Making a Voice: African Resistance to Segregation in South Africa

By Joyce F. Kirk | Go to book overview

6
Urban Locations, Political Power, and
the "Native" Free State at Korsten

Introduction

Between 1902 and 1905 the Africans at Port Elizabeth struggled to maintain their rights to freedom of movement, to choose where they wanted to live, to own property, to vote, to build their own homes, to own businesses in a free enterprise system, in essence, to maintain control of their own lives in the urban areas. Maintaining these rights was becoming more and more difficult for the black residents as the question of segregating all of the Africans at Port Elizabeth in one "location" assumed major proportions for the colonial government. To this end, the Native Reserve [Urban] Locations Act No. 40 of 1902 was passed.1 On one hand, the legislation aimed to correct the problems at Uitvlugt, the African location created under the Public Health Act at Cape Town, by legalizing it. On the other, it authorized the establishment of a state location at Port Elizabeth and required the black population to live there, except for the exempted.
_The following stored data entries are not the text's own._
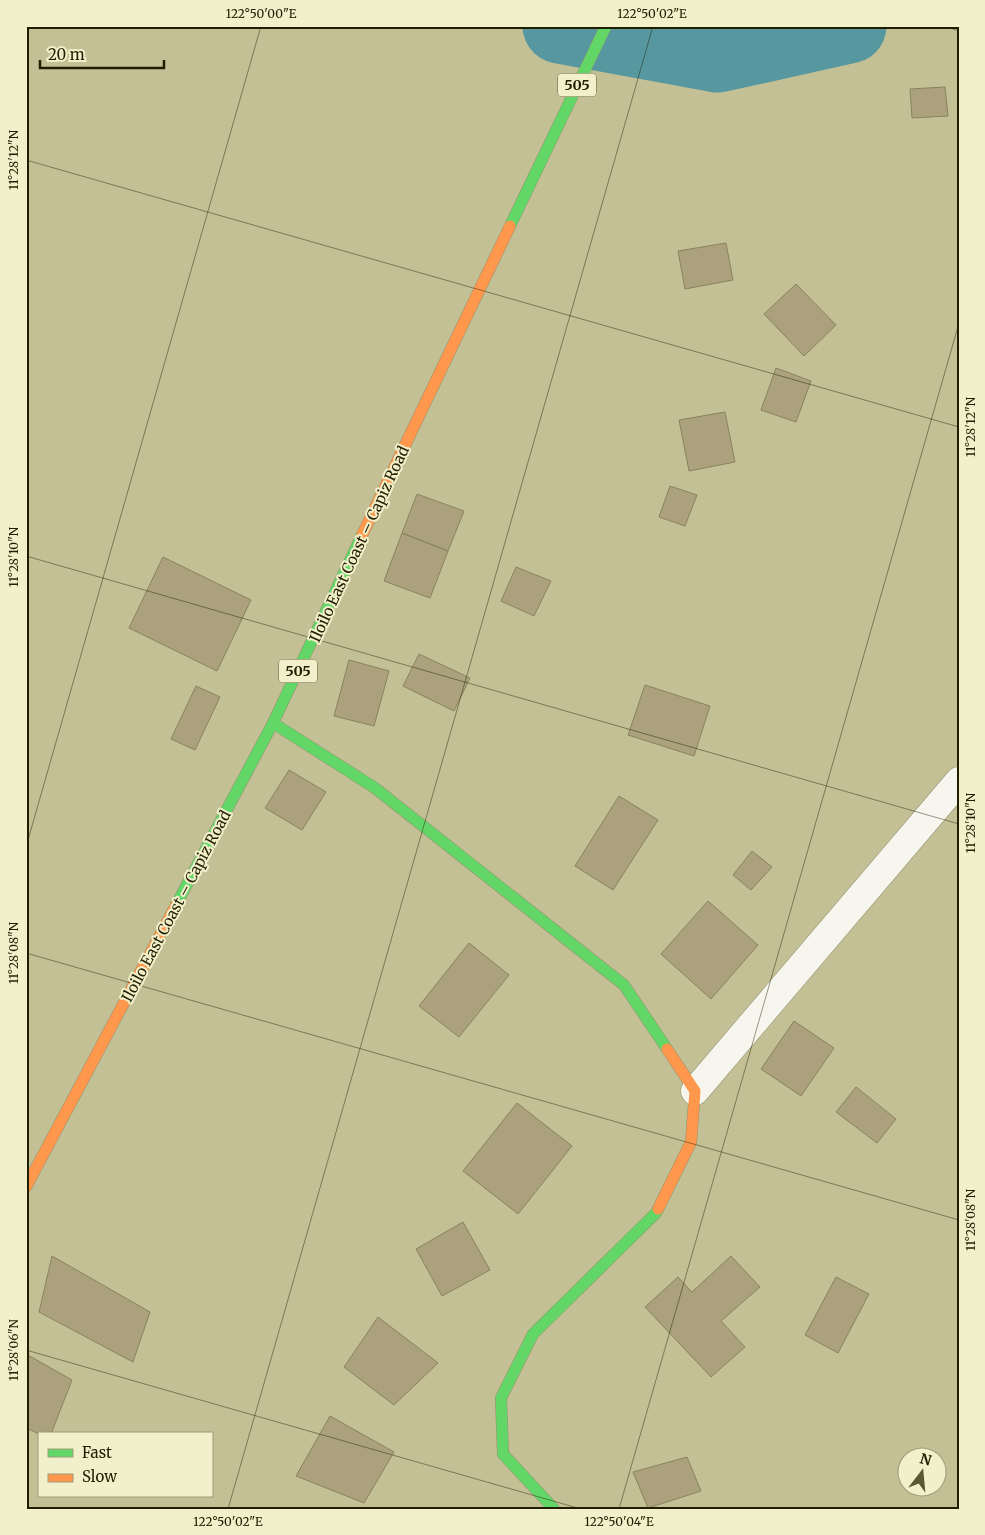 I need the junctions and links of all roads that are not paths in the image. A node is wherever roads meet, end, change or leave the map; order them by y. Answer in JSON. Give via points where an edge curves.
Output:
{"nodes":[{"id":1,"x":606,"y":26,"type":"edge"},
{"id":2,"x":273,"y":723,"type":"junction"},
{"id":3,"x":959,"y":781,"type":"edge"},
{"id":4,"x":695,"y":1091,"type":"junction"},
{"id":5,"x":26,"y":1187,"type":"edge"},
{"id":6,"x":554,"y":1509,"type":"edge"}],
"edges":[{"from":1,"to":2,"type":"main road","name":"Iloilo East Coast – Capiz Road","number":"505"},
{"from":2,"to":4,"type":"main road","via":[[374,788],[624,985]]},
{"from":2,"to":5,"type":"main road","name":"Iloilo East Coast – Capiz Road","number":"505"},
{"from":3,"to":4,"type":"street"},
{"from":4,"to":6,"type":"main road","via":[[691,1142],[656,1213],[533,1334],[501,1398],[503,1454]]}]}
The Act stipulated that the Cape Governor could proclaim "native" locations in or near urban areas, while Africans were not compelled by law to move into the location, they could no longer legally live within the Municipal boundaries. So non-exempted Africans would have to move into the segregated location or find lodgings beyond the boundaries of municipal jurisdiction. Exempted were domestic servants living on their employer's premises, registered voters, and natives who had been issued special permits by government officials. Significantly, the legislation affected all Africans and the non-exempted included the African property holders, many of them members of those black families who aspired to upward mobility in the colonial society. Many were also members of the African middle class that had begun to emerge in the nineteenth century. Despite owning property they too would have to live in the location or move beyond the municipal boundaries.